Tuesday, June 18, 2013

Tender Pea, Swiss and Ham Risotto

Its a mad dash around here to get some things done before the kids get out of school.  But it never works like that.  Things come up and there I am sidetracked.  Eh, in the end, it all works out.

One of the things that I have been working on is putting in a patch of berries.  Not sure how that will go... Lots of preparation.  I found the berries half price at a local nursery.  Kind toward the end of the Spring planting season.  If you are reading this and dont have a garden but would like blueberry bushes- you can plant them in pots.  They double as ornamentals as well.  If you get three, you can buy different varieties so that you will have blueberries each month in the summer - July, August and September.  How's that if you are a blueberry lover?

Tonight I made some risotto.  A real quick dish if you have the ingredients, like some chopped ham, chicken broth and some fresh garden peas (or frozen).

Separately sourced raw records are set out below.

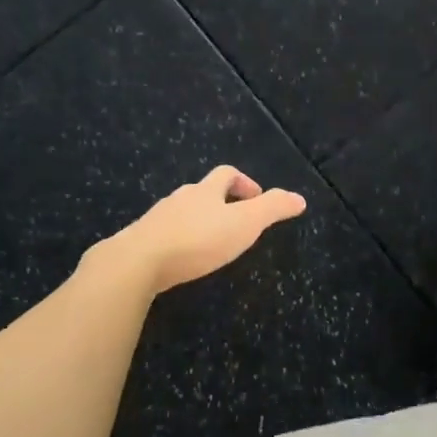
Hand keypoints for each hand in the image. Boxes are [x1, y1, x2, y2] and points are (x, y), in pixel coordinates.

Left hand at [94, 166, 306, 294]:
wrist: (136, 263)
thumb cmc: (197, 240)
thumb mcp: (245, 223)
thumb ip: (273, 209)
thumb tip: (300, 198)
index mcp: (205, 191)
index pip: (226, 174)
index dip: (244, 182)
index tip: (256, 198)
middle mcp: (179, 199)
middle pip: (202, 191)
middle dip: (220, 202)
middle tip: (235, 222)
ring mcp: (156, 219)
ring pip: (181, 213)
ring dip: (197, 221)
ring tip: (210, 243)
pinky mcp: (139, 242)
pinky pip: (163, 235)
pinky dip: (176, 241)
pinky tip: (181, 260)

Tender Pea, Swiss and Ham Risotto

I wanted to use up my risotto so this recipe makes quite a bit.  If you want to reduce it, just use 1 cup of risotto and 2 cups of broth

2 1/4 cups risotto
36 ounces chicken broth
1/2 cup white wine ( I freeze wine in half cup portions when we dont finish a bottle)
1/2 tablespoon olive oil
1/2 tablespoon unsalted butter
1 teaspoon Lawry salt
1/4 teaspoon pepper
2 cloves garlic, minced
1/2 cup onion, finely minced
1 cup peas
1 cup chopped ham
4 ounces, chopped Swiss cheese ( I used Alpine Lace)

In one sauce pan have the broth simmering gently.

In a saucepan saute onion in olive oil and butter until translucent. Add risotto and cook for one minute more, stirring frequently.  Add wine and once it evaporates add 1/2 cup chicken broth. Once it evaporates, add the next 1/2 cup to a cup.  Give a good stir.  Once you notice that it has stopped getting bigger and is looking creamier, give it a taste.  It should be tender but a bit toothsome.  Stir in the ham, peas and swiss cheese.